(People photos with keypoints)
⟨

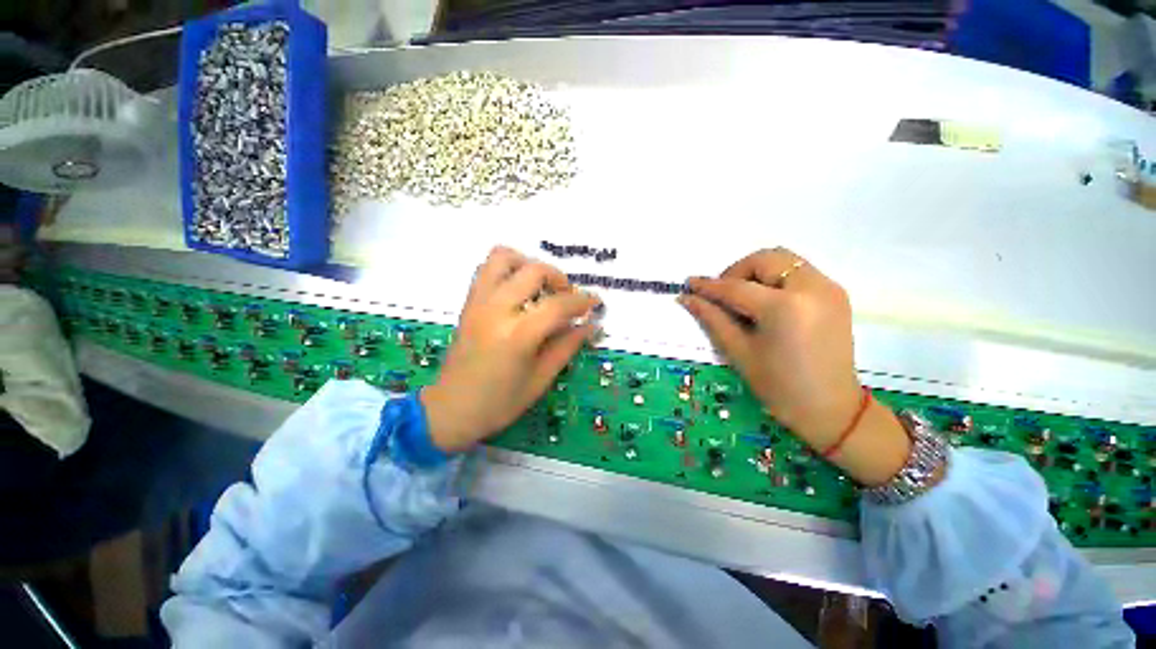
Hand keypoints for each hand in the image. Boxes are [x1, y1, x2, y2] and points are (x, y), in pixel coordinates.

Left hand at [421, 246, 600, 452]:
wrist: (451, 409)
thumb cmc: (500, 403)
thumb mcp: (541, 379)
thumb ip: (567, 346)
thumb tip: (592, 325)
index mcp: (518, 335)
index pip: (559, 305)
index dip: (583, 301)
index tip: (596, 303)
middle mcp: (496, 310)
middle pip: (534, 271)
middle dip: (559, 278)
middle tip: (568, 297)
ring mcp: (478, 302)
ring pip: (504, 257)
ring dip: (529, 265)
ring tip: (541, 287)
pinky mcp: (468, 302)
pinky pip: (487, 268)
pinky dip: (508, 269)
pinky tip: (519, 291)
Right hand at [678, 247, 909, 484]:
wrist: (831, 408)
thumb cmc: (779, 386)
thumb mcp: (739, 352)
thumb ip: (712, 318)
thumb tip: (687, 298)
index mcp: (785, 307)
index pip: (737, 287)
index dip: (710, 286)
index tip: (689, 283)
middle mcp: (812, 288)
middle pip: (766, 259)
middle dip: (738, 272)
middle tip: (723, 296)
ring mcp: (828, 288)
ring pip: (784, 261)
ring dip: (757, 273)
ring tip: (744, 299)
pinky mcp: (835, 294)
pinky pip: (799, 272)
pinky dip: (776, 279)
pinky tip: (766, 303)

⟩

WHAT TO WORK ON: Each line above, from the one that contains "ring tip: (541, 287)" to the last line of the records, should be repeated exactly. Leave out all others.

RESPONSE TO THE EXERCISE:
ring tip: (541, 287)
pinky mcp: (468, 302)
pinky pip: (487, 268)
pinky dip: (508, 269)
pinky tip: (519, 291)
Right hand at [678, 247, 909, 484]:
wrist: (831, 408)
thumb cmc: (779, 386)
thumb mcp: (739, 352)
thumb ip: (712, 318)
thumb tip: (687, 298)
index mcp: (785, 307)
index pip: (737, 287)
index dip: (710, 286)
index tip: (689, 283)
middle mcp: (812, 288)
middle pip: (766, 259)
middle dip: (738, 272)
middle tip: (723, 296)
ring mcp: (828, 288)
ring pip: (784, 261)
ring dip: (757, 273)
ring tip: (744, 299)
pinky mcp: (835, 294)
pinky pip: (799, 272)
pinky dip: (776, 279)
pinky tip: (766, 303)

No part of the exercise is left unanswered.